WHAT THE TASK ASKS:
I need all the entries repeated exactly as written.

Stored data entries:
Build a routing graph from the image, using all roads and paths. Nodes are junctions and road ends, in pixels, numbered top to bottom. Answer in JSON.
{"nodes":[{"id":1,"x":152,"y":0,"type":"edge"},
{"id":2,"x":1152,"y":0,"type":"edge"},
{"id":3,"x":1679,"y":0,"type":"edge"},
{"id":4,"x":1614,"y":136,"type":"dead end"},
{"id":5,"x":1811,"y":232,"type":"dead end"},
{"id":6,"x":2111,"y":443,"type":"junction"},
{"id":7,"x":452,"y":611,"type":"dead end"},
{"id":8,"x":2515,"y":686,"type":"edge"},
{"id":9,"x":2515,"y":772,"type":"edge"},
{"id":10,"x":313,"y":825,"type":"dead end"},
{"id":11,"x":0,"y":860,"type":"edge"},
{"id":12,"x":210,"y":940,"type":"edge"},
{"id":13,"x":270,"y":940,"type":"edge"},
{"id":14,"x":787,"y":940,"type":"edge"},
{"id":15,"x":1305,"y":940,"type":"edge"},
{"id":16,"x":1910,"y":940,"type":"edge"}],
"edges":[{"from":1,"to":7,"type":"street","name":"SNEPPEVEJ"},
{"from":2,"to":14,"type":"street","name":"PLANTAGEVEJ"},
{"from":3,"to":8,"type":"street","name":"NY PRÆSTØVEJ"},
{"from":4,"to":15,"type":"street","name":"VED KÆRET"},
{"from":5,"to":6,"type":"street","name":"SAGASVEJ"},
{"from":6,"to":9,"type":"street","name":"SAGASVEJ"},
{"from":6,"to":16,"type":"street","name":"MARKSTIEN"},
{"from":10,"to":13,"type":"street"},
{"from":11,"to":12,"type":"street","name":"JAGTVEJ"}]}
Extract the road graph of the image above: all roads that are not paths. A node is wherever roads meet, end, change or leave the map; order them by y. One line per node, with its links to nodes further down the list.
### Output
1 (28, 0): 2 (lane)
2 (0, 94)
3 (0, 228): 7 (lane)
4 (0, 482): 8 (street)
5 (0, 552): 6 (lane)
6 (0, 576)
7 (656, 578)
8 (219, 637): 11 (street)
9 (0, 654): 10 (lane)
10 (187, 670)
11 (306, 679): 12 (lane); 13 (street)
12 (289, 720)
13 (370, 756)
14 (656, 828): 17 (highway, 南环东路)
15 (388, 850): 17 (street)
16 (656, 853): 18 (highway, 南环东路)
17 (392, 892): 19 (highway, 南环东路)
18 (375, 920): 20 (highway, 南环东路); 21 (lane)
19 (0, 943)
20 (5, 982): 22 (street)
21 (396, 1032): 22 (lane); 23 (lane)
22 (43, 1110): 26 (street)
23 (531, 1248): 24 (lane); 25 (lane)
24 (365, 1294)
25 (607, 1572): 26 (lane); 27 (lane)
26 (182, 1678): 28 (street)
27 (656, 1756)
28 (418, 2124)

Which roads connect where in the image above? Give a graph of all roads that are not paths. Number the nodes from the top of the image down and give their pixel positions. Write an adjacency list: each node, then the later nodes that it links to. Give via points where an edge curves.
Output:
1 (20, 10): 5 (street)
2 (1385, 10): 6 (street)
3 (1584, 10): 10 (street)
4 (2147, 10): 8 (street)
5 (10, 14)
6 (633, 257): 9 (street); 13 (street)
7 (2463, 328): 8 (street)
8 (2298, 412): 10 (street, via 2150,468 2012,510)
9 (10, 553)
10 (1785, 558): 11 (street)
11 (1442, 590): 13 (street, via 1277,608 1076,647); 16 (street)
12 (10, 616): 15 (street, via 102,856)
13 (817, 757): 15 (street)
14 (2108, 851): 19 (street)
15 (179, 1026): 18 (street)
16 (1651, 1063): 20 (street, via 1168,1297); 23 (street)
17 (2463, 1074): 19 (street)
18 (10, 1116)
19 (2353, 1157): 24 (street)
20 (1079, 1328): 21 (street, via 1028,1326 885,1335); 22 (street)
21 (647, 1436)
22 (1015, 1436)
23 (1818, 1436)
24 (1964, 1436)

SOLUTION TO THE PROBLEM:
Build a routing graph from the image, using all roads and paths. Nodes are junctions and road ends, in pixels, numbered top to bottom. Answer in JSON.
{"nodes":[{"id":1,"x":152,"y":0,"type":"edge"},
{"id":2,"x":1152,"y":0,"type":"edge"},
{"id":3,"x":1679,"y":0,"type":"edge"},
{"id":4,"x":1614,"y":136,"type":"dead end"},
{"id":5,"x":1811,"y":232,"type":"dead end"},
{"id":6,"x":2111,"y":443,"type":"junction"},
{"id":7,"x":452,"y":611,"type":"dead end"},
{"id":8,"x":2515,"y":686,"type":"edge"},
{"id":9,"x":2515,"y":772,"type":"edge"},
{"id":10,"x":313,"y":825,"type":"dead end"},
{"id":11,"x":0,"y":860,"type":"edge"},
{"id":12,"x":210,"y":940,"type":"edge"},
{"id":13,"x":270,"y":940,"type":"edge"},
{"id":14,"x":787,"y":940,"type":"edge"},
{"id":15,"x":1305,"y":940,"type":"edge"},
{"id":16,"x":1910,"y":940,"type":"edge"}],
"edges":[{"from":1,"to":7,"type":"street","name":"SNEPPEVEJ"},
{"from":2,"to":14,"type":"street","name":"PLANTAGEVEJ"},
{"from":3,"to":8,"type":"street","name":"NY PRÆSTØVEJ"},
{"from":4,"to":15,"type":"street","name":"VED KÆRET"},
{"from":5,"to":6,"type":"street","name":"SAGASVEJ"},
{"from":6,"to":9,"type":"street","name":"SAGASVEJ"},
{"from":6,"to":16,"type":"street","name":"MARKSTIEN"},
{"from":10,"to":13,"type":"street"},
{"from":11,"to":12,"type":"street","name":"JAGTVEJ"}]}
Extract the road graph of the image above: all roads that are not paths. A node is wherever roads meet, end, change or leave the map; order them by y. One line per node, with its links to nodes further down the list.
### Output
1 (28, 0): 2 (lane)
2 (0, 94)
3 (0, 228): 7 (lane)
4 (0, 482): 8 (street)
5 (0, 552): 6 (lane)
6 (0, 576)
7 (656, 578)
8 (219, 637): 11 (street)
9 (0, 654): 10 (lane)
10 (187, 670)
11 (306, 679): 12 (lane); 13 (street)
12 (289, 720)
13 (370, 756)
14 (656, 828): 17 (highway, 南环东路)
15 (388, 850): 17 (street)
16 (656, 853): 18 (highway, 南环东路)
17 (392, 892): 19 (highway, 南环东路)
18 (375, 920): 20 (highway, 南环东路); 21 (lane)
19 (0, 943)
20 (5, 982): 22 (street)
21 (396, 1032): 22 (lane); 23 (lane)
22 (43, 1110): 26 (street)
23 (531, 1248): 24 (lane); 25 (lane)
24 (365, 1294)
25 (607, 1572): 26 (lane); 27 (lane)
26 (182, 1678): 28 (street)
27 (656, 1756)
28 (418, 2124)

Which roads connect where in the image above? Give a graph of all roads that are not paths. Number the nodes from the top of the image down and give their pixel positions. Write an adjacency list: each node, then the later nodes that it links to. Give via points where an edge curves.
Output:
1 (20, 10): 5 (street)
2 (1385, 10): 6 (street)
3 (1584, 10): 10 (street)
4 (2147, 10): 8 (street)
5 (10, 14)
6 (633, 257): 9 (street); 13 (street)
7 (2463, 328): 8 (street)
8 (2298, 412): 10 (street, via 2150,468 2012,510)
9 (10, 553)
10 (1785, 558): 11 (street)
11 (1442, 590): 13 (street, via 1277,608 1076,647); 16 (street)
12 (10, 616): 15 (street, via 102,856)
13 (817, 757): 15 (street)
14 (2108, 851): 19 (street)
15 (179, 1026): 18 (street)
16 (1651, 1063): 20 (street, via 1168,1297); 23 (street)
17 (2463, 1074): 19 (street)
18 (10, 1116)
19 (2353, 1157): 24 (street)
20 (1079, 1328): 21 (street, via 1028,1326 885,1335); 22 (street)
21 (647, 1436)
22 (1015, 1436)
23 (1818, 1436)
24 (1964, 1436)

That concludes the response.